%%

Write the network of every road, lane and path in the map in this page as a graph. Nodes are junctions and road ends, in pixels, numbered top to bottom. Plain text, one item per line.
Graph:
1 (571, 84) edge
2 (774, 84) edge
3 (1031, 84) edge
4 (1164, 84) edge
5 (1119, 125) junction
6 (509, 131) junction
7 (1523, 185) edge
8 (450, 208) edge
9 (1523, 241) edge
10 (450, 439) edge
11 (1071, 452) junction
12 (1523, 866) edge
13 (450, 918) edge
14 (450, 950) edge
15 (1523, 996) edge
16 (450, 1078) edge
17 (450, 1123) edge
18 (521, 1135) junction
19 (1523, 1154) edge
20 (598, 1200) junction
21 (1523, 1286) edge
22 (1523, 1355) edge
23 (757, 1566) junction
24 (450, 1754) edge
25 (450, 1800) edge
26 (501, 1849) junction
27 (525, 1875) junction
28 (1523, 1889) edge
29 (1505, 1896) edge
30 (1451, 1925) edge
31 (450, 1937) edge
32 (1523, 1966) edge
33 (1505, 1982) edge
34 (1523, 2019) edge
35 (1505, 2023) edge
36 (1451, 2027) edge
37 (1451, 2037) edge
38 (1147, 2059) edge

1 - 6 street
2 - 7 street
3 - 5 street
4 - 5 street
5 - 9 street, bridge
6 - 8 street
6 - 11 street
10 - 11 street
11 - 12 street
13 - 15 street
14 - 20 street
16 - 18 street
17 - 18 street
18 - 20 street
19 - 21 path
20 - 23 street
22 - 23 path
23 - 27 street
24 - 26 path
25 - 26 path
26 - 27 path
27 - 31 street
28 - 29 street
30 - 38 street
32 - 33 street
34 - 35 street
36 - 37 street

%%

About this task: Across the whole listing, show each line where the word "path" occurs.

Reply to the exercise:
Write the network of every road, lane and path in the map in this page as a graph. Nodes are junctions and road ends, in pixels, numbered top to bottom. Plain text, one item per line.
19 - 21 path
22 - 23 path
24 - 26 path
25 - 26 path
26 - 27 path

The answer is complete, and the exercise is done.